Удивлению моему не было предела. Я мог поклясться, что вижу ее первый раз в жизни.
— Чем могу служить? — спросил я как можно мягче.
— Поднимитесь к нам, если не трудно. Я живу в четвертом этаже… Там я вам все объясню.
— С удовольствием!
Резная тяжелая дверь захлопнулась за нами, погрузив нас в прохладное, полутемное после яркого дня чрево парадной. Тянуло сыростью откуда-то из подвала. Тяжелые лепные карнизы, голландская печь с оторванной дверцей, медные шишечки перил свидетельствовали о том, что некогда в этом доме селились люди богатые. Традиция эта, по-видимому, соблюдалась и поныне — прихожая в квартире у незнакомки была убрана весьма презентабельно.

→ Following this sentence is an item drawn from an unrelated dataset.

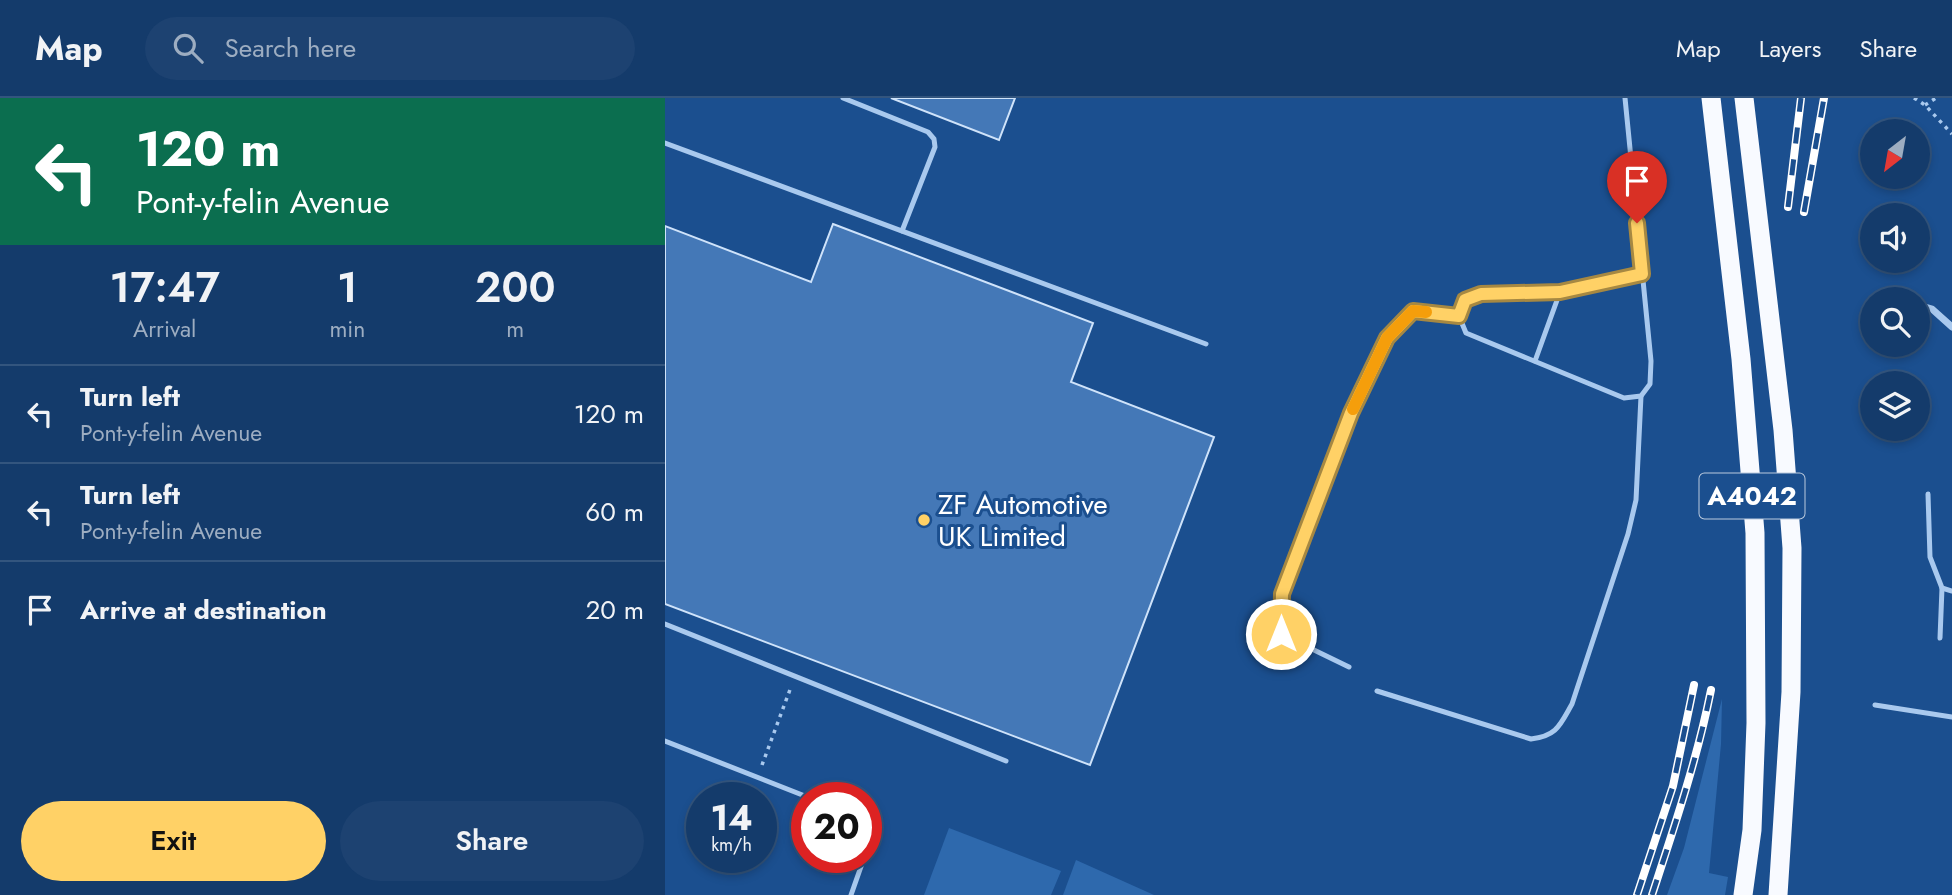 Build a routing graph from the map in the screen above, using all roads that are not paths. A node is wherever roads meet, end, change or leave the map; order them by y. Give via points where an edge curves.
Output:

— Можете снять свой плащ! — небрежно бросила она. Тут я несколько приуныл и замешкался, ибо проведенная на замусоренном полу ночь, конечно, не украсила моей и без того нешикарной одежды.
— Привела? — раздался из комнаты надтреснутый старческий голос.
— Да, дед, мы сейчас! — ласково отвечала юница.
Мы вошли в комнату, где царствовала тяжелая ампирная мебель карельской березы. Светлые ее панели ощеривались вдруг грифоньими клювами; львиные разверстые пасти зияли из-под мраморных прессов консолей, орлиные лапы столов и кресел впивались в паркет цепко и угрожающе. На одной из консолей, рядом со мной, стояли бронзовые часы, где Смерть в складчатом тяжелом плаще, покрытом блестящей темной патиной, острила косу о мраморное точило. Я машинально покрутил его ручку. Тут же раздался бой, и часы заиграли — тилинь-тилинь — какой-то волшебный и опасный мотив. Я смешался.